6. Уменьшение налоговой базы на не облагаемую налогом сумму, установленную пунктом 5 настоящей статьи, производится на основании документов, подтверждающих право на уменьшение налоговой базы, представляемых налогоплательщиком в налоговый орган по месту нахождения земельного участка.

Порядок и сроки представления налогоплательщиками документов, подтверждающих право на уменьшение налоговой базы, устанавливаются нормативными правовыми актами представительных органов муниципальных образований (законами городов федерального значения Москвы и Санкт-Петербурга). При этом срок представления документов, подтверждающих право на уменьшение налоговой базы, не может быть установлен позднее 1 февраля года, следующего за истекшим налоговым периодом. (в ред. Федерального закона от 27.07.2010 N 229-ФЗ)
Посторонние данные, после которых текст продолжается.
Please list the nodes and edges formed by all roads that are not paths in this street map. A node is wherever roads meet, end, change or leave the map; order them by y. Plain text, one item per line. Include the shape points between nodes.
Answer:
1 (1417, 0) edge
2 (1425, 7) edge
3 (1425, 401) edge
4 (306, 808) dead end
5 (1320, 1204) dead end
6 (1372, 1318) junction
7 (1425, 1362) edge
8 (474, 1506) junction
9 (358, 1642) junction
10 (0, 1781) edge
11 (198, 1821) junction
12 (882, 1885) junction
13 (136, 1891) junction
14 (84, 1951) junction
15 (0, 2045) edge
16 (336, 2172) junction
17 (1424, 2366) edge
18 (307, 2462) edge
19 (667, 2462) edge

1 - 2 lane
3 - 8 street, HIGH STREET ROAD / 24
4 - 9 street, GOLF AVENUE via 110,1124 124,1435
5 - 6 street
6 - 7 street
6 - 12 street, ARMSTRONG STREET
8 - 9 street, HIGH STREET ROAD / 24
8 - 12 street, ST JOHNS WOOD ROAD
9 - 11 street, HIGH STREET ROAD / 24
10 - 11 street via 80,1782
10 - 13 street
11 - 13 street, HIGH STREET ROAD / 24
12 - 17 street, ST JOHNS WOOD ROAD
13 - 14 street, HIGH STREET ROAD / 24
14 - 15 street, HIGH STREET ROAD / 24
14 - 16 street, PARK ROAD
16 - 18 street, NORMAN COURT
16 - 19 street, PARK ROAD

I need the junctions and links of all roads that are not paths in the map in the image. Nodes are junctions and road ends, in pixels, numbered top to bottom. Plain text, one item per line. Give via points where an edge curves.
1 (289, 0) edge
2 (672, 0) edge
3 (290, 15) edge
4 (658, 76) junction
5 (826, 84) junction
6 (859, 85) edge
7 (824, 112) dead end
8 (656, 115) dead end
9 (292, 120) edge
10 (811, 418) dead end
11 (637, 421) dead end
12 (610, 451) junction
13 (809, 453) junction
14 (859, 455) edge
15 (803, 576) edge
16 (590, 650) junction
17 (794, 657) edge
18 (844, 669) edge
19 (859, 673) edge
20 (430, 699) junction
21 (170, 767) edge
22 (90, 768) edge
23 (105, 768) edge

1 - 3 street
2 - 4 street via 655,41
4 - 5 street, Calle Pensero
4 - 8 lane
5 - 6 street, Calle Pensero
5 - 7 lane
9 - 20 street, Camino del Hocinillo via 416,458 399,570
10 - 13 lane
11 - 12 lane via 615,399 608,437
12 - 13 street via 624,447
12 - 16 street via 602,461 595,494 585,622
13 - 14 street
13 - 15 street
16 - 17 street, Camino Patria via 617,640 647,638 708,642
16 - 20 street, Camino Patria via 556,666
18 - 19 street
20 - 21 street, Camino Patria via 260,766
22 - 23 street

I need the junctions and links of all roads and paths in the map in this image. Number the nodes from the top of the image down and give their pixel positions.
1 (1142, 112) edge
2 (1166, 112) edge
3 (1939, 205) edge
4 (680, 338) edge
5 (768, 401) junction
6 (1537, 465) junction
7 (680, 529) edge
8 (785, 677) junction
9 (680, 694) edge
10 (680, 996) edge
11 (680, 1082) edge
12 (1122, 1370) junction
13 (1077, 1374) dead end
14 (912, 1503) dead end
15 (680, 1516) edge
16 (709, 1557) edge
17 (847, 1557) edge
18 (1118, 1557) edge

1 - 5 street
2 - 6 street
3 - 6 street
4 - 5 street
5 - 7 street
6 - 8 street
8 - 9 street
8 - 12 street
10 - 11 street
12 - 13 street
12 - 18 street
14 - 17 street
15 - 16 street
7. Если размер не облагаемой налогом суммы, предусмотренной пунктом 5 настоящей статьи, превышает размер налоговой базы, определенной в отношении земельного участка, налоговая база принимается равной нулю.

Статья 392. Особенности определения налоговой базы в отношении земельных участков, находящихся в общей собственности

1. Налоговая база в отношении земельных участков, находящихся в общей долевой собственности, определяется для каждого из налогоплательщиков, являющихся собственниками данного земельного участка, пропорционально его доле в общей долевой собственности.

2. Налоговая база в отношении земельных участков, находящихся в общей совместной собственности, определяется для каждого из налогоплательщиков, являющихся собственниками данного земельного участка, в равных долях.

3. Если при приобретении здания, сооружения или другой недвижимости к приобретателю

(покупателю) в соответствии с законом или договором переходит право собственности на ту часть земельного участка, которая занята недвижимостью и необходима для ее использования, налоговая база в отношении данного земельного участка для указанного лица определяется пропорционально его доле в праве собственности на данный земельный участок.

Если приобретателями (покупателями) здания, сооружения или другой недвижимости выступают несколько лиц, налоговая база в отношении части земельного участка, которая занята недвижимостью и необходима для ее использования, для указанных лиц определяется пропорционально их доле в праве собственности (в площади) на указанную недвижимость.

Статья 393. Налоговый период. Отчетный период

1. Налоговым периодом признается календарный год.

2. Отчетными периодами для налогоплательщиков - организаций и физических лиц, являющихся индивидуальными предпринимателями, признаются первый квартал, второй квартал и третий квартал календарного года. (в ред. Федерального закона от 24.07.2007 N 216-ФЗ)

3. При установлении налога представительный орган муниципального образования (законодательные (представительные) органы государственной власти городов федерального значения Москвы и Санкт-Петербурга) вправе не устанавливать отчетный период.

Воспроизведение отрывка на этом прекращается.